When the fire struck her Oakland neighborhood, a truck stalled in one subdivision, blocking the only road out. People tried to flee on foot but ended up running into a wall of fire. “If they had jumped into the swimming pool, it would have been hot, it would have been scary, it would have been terrible, but they would have lived,” Dr. Comfort said.

Marin’s road network can’t handle the volume of cars and trucks that would attempt to escape during an evacuation, she said. The Berkeley group ran one simulation in which it took 10 hours to evacuate 7,000 people from Fairfax.

“It might not be possible to get everyone out at the same time,” Dr. Comfort said. “So, what are the offramps? Is it possible to create shelters? Are there buildings made of fire-resistant materials where you could house people until the fire passes by?”

In the Paradise fire, she said, about 250 people sheltered in a new Walmart constructed of fire-resistant materials. Fire engines took up positions outside to keep flames at bay. “The people inside were hot, it was smoky, but they were alive,” she said.

Local firefighters agree that advance planning is useful, but some question whether a high-tech, digital solution is the best fit for their small communities. 

“It’s always useful to think about what-ifs,” said Inverness Fire Chief Jim Fox. “But it would be more appropriate where you have a large city with multiple roads where you’re looking at evacuation for a much larger population,” he said.

Inverness first responders are already familiar with the community’s roads and the obstacles to evacuation, Chief Fox said.

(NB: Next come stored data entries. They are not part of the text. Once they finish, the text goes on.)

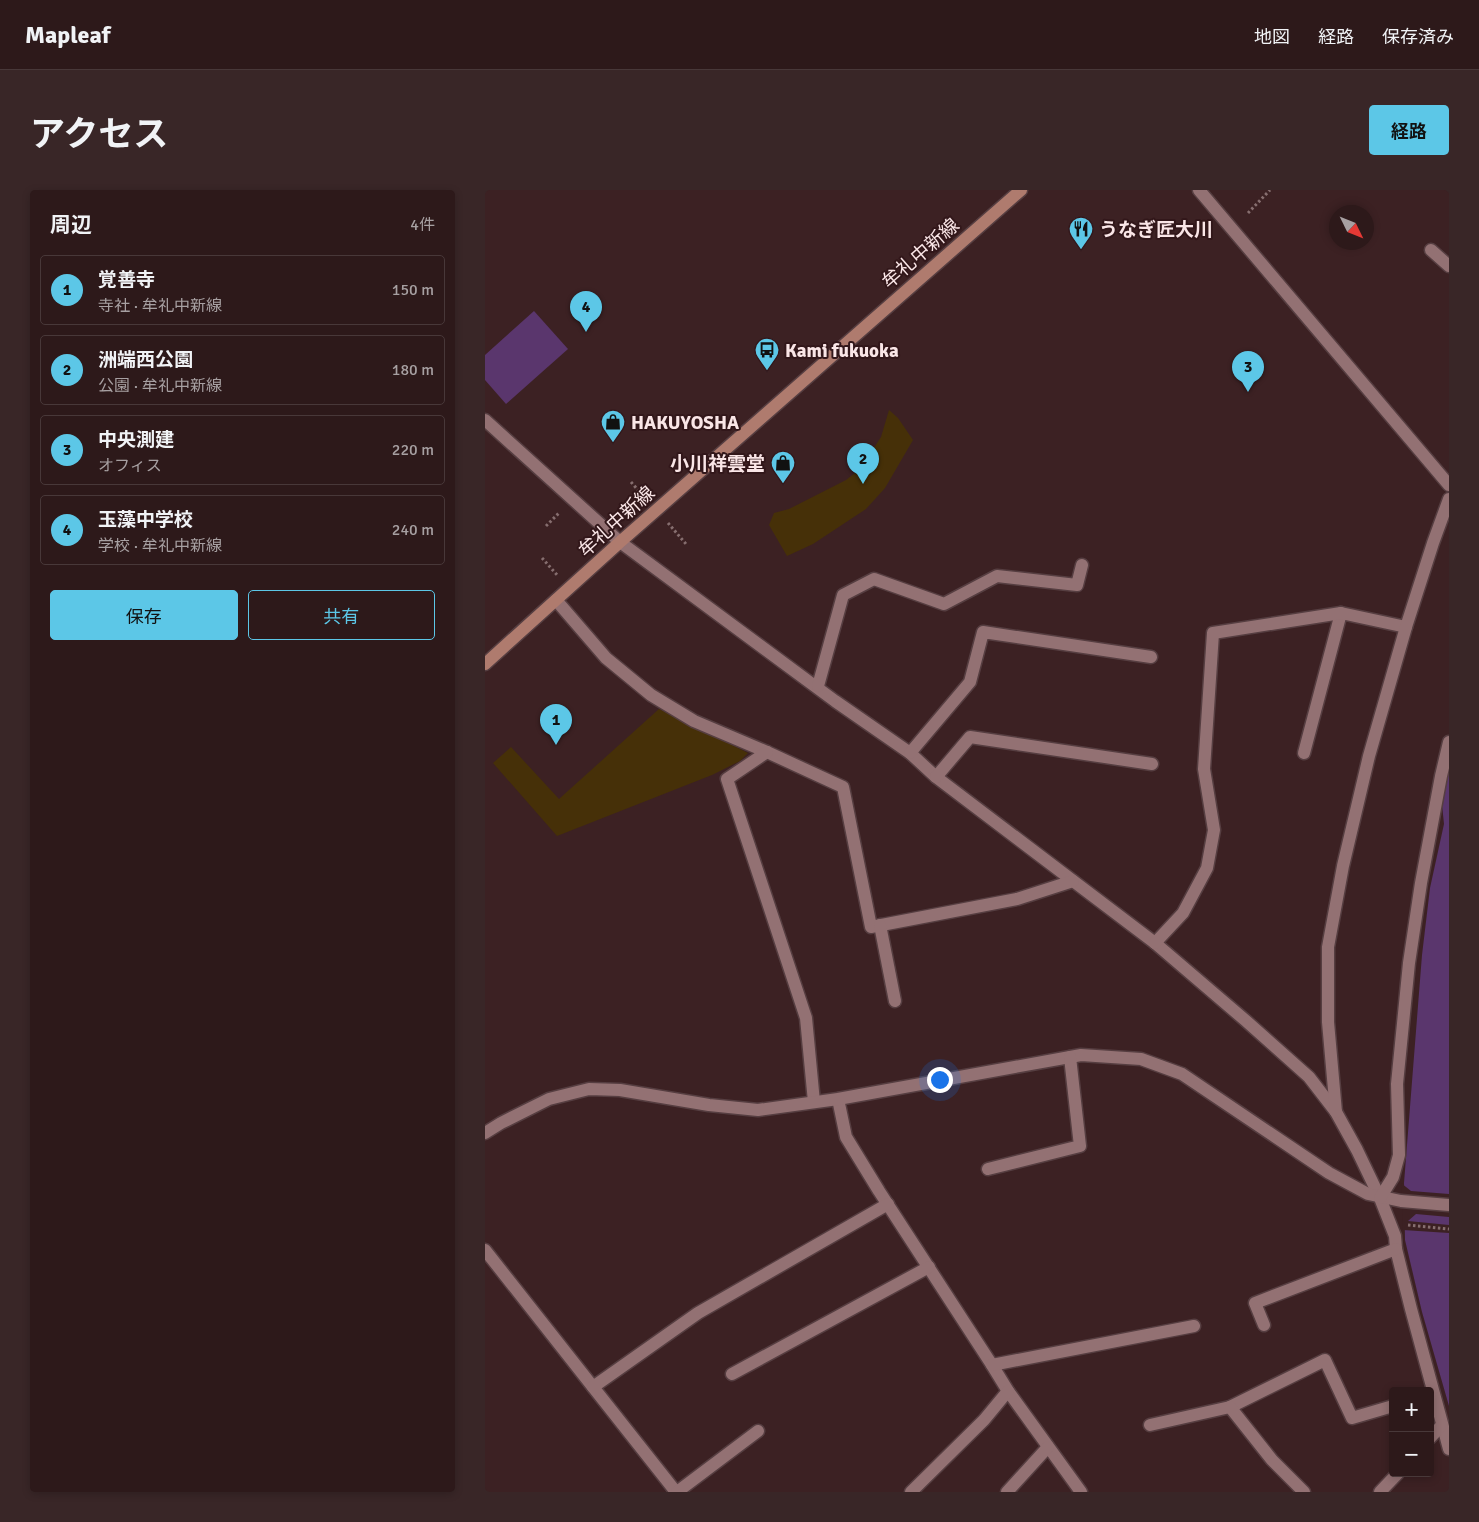 <!DOCTYPE html>
<html lang="ja">
<head>
<meta charset="utf-8">
<style>
	body { margin:0; font-family:Signika,"Noto Sans JP",sans-serif; background:#392627; color:#f1f3f6 }
	.controls { position:absolute; right:15px; bottom:15px; display:grid; overflow:hidden; border-radius:5px; box-shadow:0 2px 8px #0003 }
	.controls button { width:45px; height:45px; display:grid; place-items:center; padding:0; border:0; border-bottom:1px solid #483839; background:#2d191a; color:#f1f3f6; font:25px sans-serif }
	.compass { position:absolute; left:844px; top:15px; width:45px; height:45px; border-radius:50%; background:#2d191a; box-shadow:0 2px 8px #0003; rotate:133deg }
	.you { position:absolute; left:454px; top:889px; width:18px; height:18px; margin:-12px; border:4px solid #fff; border-radius:50%; background:#1a73e8; box-shadow:0 0 0 8px #1a73e833 }
	.badge { display:grid; place-items:center; width:32px; height:32px; border-radius:50%; background:#5cc7e7; color:#111; font-size:16px; font-weight:700 }
	.pin { position:absolute; translate:-50% -41px; filter:drop-shadow(0 1px 2px #0008) }
	.pin::after { content:''; position:absolute; top:26px; width:18px; height:15px; background:inherit; clip-path:polygon(0 0,100% 0,50% 100%) }
	.list { margin:0; padding:0; list-style:none }
	h2 { display:flex; justify-content:space-between; align-items:center; height:65px; margin:0; padding:0 20px; font-size:21px }
	h2 small { font-size:16px; font-weight:400; color:#a7a0a2 }
	.list li { display:grid; grid-template-columns:32px 1fr auto; gap:15px; align-items:center; box-sizing:border-box; height:70px; margin:0 10px 10px; padding:0 10px; border:1px solid #483839; border-radius:5px }
	.list b { display:block; font-size:19px; white-space:nowrap }
	.list p { margin:0; font-size:16px; white-space:nowrap; color:#a7a0a2 }
	.list em { font-size:16px; font-style:normal; color:#a7a0a2 }
	.actions { display:flex; gap:10px; padding:15px 20px }
	.actions a { flex:1; padding:11px 0; border:1px solid #5cc7e7; border-radius:5px; text-align:center; font-size:18px; color:#5cc7e7 }
	.actions .main { background:#5cc7e7; color:#111 }
	.map { position:relative; flex:none; width:964px; height:1302px; overflow:hidden; border-radius:5px }
	header { display:flex; align-items:center; gap:30px; box-sizing:border-box; height:70px; padding:0 25px; background:#2d191a; border-bottom:1px solid #483839 }
	header strong { font-size:24px }
	nav { display:flex; gap:28px; margin-inline-start:auto; font-size:18px }
	.intro { display:flex; align-items:center; justify-content:space-between; box-sizing:border-box; height:120px; padding:0 30px }
	h1 { margin:0; font-size:35px }
	.button { padding:12px 22px; border-radius:5px; background:#5cc7e7; color:#111; font-size:18px; font-weight:700 }
	main { display:flex; gap:30px; padding:0 30px }
	aside { flex:1; background:#2d191a; border-radius:5px; box-shadow:0 2px 8px #0003 }
	.map>svg:first-child { display:block }
	.green { fill:#463008 }
	.water { fill:#5a366d }
	.pier { fill:#3c2123 }
	.lines { fill:none; stroke-linecap:round; stroke-linejoin:round }
	.minor-casing { stroke:#563e41; stroke-width:15 }
	.tertiary-casing { stroke:#563e41; stroke-width:15 }
	.secondary-casing { stroke:#563e41; stroke-width:15 }
	.path { stroke:#866e6f; stroke-width:3; stroke-dasharray:2.5 2.5; stroke-linecap:butt }
	.minor { stroke:#937173; stroke-width:12 }
	.tertiary { stroke:#937173; stroke-width:12 }
	.secondary { stroke:#af7b6e; stroke-width:12 }
	.labels { text-anchor:middle; stroke-width:4; stroke-linejoin:round; paint-order:stroke }
	.poi-label { font-size:19px; font-weight:bold; fill:#fae6e7; stroke:#32171a; text-anchor:start }
	.street-label { font-size:19px; fill:#fae6e7; stroke:#32171a }
</style>
</head>
<body>
<header>
<strong>Mapleaf</strong>
<nav><a>地図</a><a>経路</a><a>保存済み</a></nav>
</header>
<div class="intro"><h1>アクセス</h1><a class="button">経路</a></div>
<main>
<aside>
<h2>周辺<small>4件</small></h2>
<ul class="list">
<li><span class="badge">1</span><div><b>覚善寺</b><p>寺社 · 牟礼中新線</p></div><em>150 m</em></li>
<li><span class="badge">2</span><div><b>洲端西公園</b><p>公園 · 牟礼中新線</p></div><em>180 m</em></li>
<li><span class="badge">3</span><div><b>中央測建</b><p>オフィス</p></div><em>220 m</em></li>
<li><span class="badge">4</span><div><b>玉藻中学校</b><p>学校 · 牟礼中新線</p></div><em>240 m</em></li>
</ul>
<div class="actions"><a class="main">保存</a><a>共有</a></div>
</aside>
<div class="map">
<svg width="964" height="1302" viewBox="0 0 964 1302">
	<rect width="100%" height="100%" fill="#3c2123"/>
	<g class="green">
		<polygon points="404,220 413,228 428,250 400,298 381,319 328,354 302,366 284,335 289,323 304,319 361,290 375,279 396,247"/>
		<polygon points="174,519 263,563 255,571 227,585 72,646 8,573 26,557 74,609"/>
	</g>
	<g class="water">
		<polygon points="49,121 83,159 21,214 0,190 0,165"/>
		<polygon points="964,579 964,1216 937,1122 920,1050 919,993 937,765 945,698 959,634 957,615"/>
	</g>
	<polygon class="pier" points="916,993 926,1001 964,1004 964,1027 931,1024 923,1031 964,1035 964,1043 918,1040"/>
	<g class="lines">
		<defs>
			<g id="minor">
				<polyline points="946,60 964,76"/>
				<polyline points="135,352 350,511 425,563 451,587 670,753 760,830 824,887 851,922 872,960 895,1008 910,1046 911,1059 926,1119 964,1259"/>
				<polyline points="71,410 121,468 166,505 209,531 282,562 358,597 386,737 532,709 588,691"/>
				<polyline points="333,496 358,405 389,389 459,414 512,386 592,395 597,375"/>
				<polyline points="282,562 242,589 321,828 329,912"/>
				<polyline points="425,563 485,492 498,442 666,467"/>
				<polyline points="819,563 856,423"/>
				<polyline points="451,587 485,547 667,574"/>
				<polyline points="395,735 410,811"/>
				<polyline points="670,753 698,723 722,678 729,640 719,579 728,443 856,423 921,437"/>
				<polyline points="353,909 361,947 394,1001 507,1175 523,1201 596,1302"/>
				<polyline points="851,922 843,832 843,757 858,676 884,566 921,437 948,353 964,309"/>
				<polyline points="0,943 16,933 64,909 104,899 135,900 224,915 273,920 353,909 596,865 656,869 697,884 844,983 883,1004 916,1011 964,1015"/>
				<polyline points="503,979 595,956 585,867"/>
				<polyline points="895,1008 908,987 914,965 912,894 924,773 936,693 956,586 964,552"/>
				<polyline points="0,1060 108,1197"/>
				<polyline points="779,1135 770,1113 911,1059"/>
				<polyline points="507,1175 709,1136"/>
				<polyline points="247,1184 444,1077"/>
				<polyline points="745,1217 840,1170 867,1228 908,1216"/>
				<polyline points="665,1235 745,1217 787,1270 819,1302"/>
				<polyline points="945,1248 957,1235"/>
				<polyline points="191,1302 108,1197 213,1123 403,1014"/>
				<polyline points="192,1302 273,1241"/>
				<polyline points="426,1302 499,1230 523,1201"/>
				<polyline points="522,1302 563,1257"/>
				<polyline points="895,1302 913,1283"/>
			</g>
			<g id="tertiary">
				<polyline points="714,0 964,295"/>
				<polyline points="0,230 135,352"/>
			</g>
			<polyline id="secondary" points="0,474 135,352 536,0"/>
		</defs>
		<use href="#minor" class="minor-casing"/>
		<use href="#tertiary" class="tertiary-casing"/>
		<use href="#secondary" class="secondary-casing"/>
		<g class="path">
			<polyline points="763,23 785,0"/>
			<polyline points="146,292 160,308"/>
			<polyline points="183,333 201,354"/>
			<polyline points="61,336 75,322"/>
			<polyline points="57,368 73,386"/>
			<polyline points="923,1035 964,1039"/>
		</g>
		<use href="#minor" class="minor"/>
		<use href="#tertiary" class="tertiary"/>
		<use href="#secondary" class="secondary"/>
	</g>
	<defs>
		<symbol id="restaurant-pin" viewBox="-11 -11 22 30"><path d="M0 17L-7.5 6A9.5 9.5 0 1 1 7.5 6Z" fill="#5cc7e7" stroke="#32171a"/><path d="M-5-6h1v4h1v-4h1v4h1v-4h1v5L-1.5 .5V6h-2V.5L-5-1ZM5-6V6H3V1.5H1.5Q1.5-4 5-6Z" fill="#111"/></symbol>
		<symbol id="bus-pin" viewBox="-11 -11 22 30"><path d="M0 17L-7.5 6A9.5 9.5 0 1 1 7.5 6Z" fill="#5cc7e7" stroke="#32171a"/><path d="M-5-6H5V4H4V6H2V4H-2V6H-4V4H-5ZM-3.5-4V0h7V-4ZM-3.5 1.2v1.5H-2V1.2ZM2 1.2v1.5H3.5V1.2Z" fill="#111"/></symbol>
		<symbol id="shop-pin" viewBox="-11 -11 22 30"><path d="M0 17L-7.5 6A9.5 9.5 0 1 1 7.5 6Z" fill="#5cc7e7" stroke="#32171a"/><path d="M-5-2.5h2.3a2.7 3.5 0 0 1 5.4 0H5L5.5 6h-11ZM-1.5-2.5h3a1.5 2.3 0 0 0-3 0Z" fill="#111"/></symbol>
	</defs>
	<g fill-rule="evenodd">
		<use href="#restaurant-pin" x="582" y="25" width="28" height="38"/>
		<use href="#bus-pin" x="268" y="146" width="28" height="38"/>
		<use href="#shop-pin" x="114" y="218" width="28" height="38"/>
		<use href="#shop-pin" x="284" y="259" width="28" height="38"/>
	</g>
	<g class="labels">
		<g class="poi-label">
			<text x="614" y="46">うなぎ匠大川</text>
			<text x="300" y="167">Kami fukuoka</text>
			<text x="146" y="239">HAKUYOSHA</text>
			<text x="280" y="280" text-anchor="end">小川祥雲堂</text>
		</g>
		<g class="street-label">
			<text transform="translate(435 63) rotate(-41)" y="7">牟礼中新線</text>
			<text transform="translate(131 331) rotate(-42)" y="7">牟礼中新線</text>
		</g>
	</g>
</svg>
<div class="controls">
<button>+</button>
<button>−</button>
</div>
<svg class="compass" viewBox="-18 -18 36 36"><path d="M0-13l5 13h-10z" fill="#e53935"/><path d="M0 13l5-13h-10z" fill="#a7a0a2"/></svg>
<div class="you"></div>
<div class="pin badge" style="left:71px;top:555px">1</div>
<div class="pin badge" style="left:378px;top:294px">2</div>
<div class="pin badge" style="left:763px;top:202px">3</div>
<div class="pin badge" style="left:101px;top:142px">4</div>
</div>
</main>
</body>
</html>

They know where the houses are and how to reach people in an emergency. “This study is going to pretty much confirm what we already know: There’s one road in and there’s one road out,” he said.

Researchers are hoping their findings can be applied to communities of all sizes and encourage officials to view emergency evacuations in a regional context. For Dr. Comfort, the project is personal. “The memory of the Oakland fire is seared in my mind,” she said.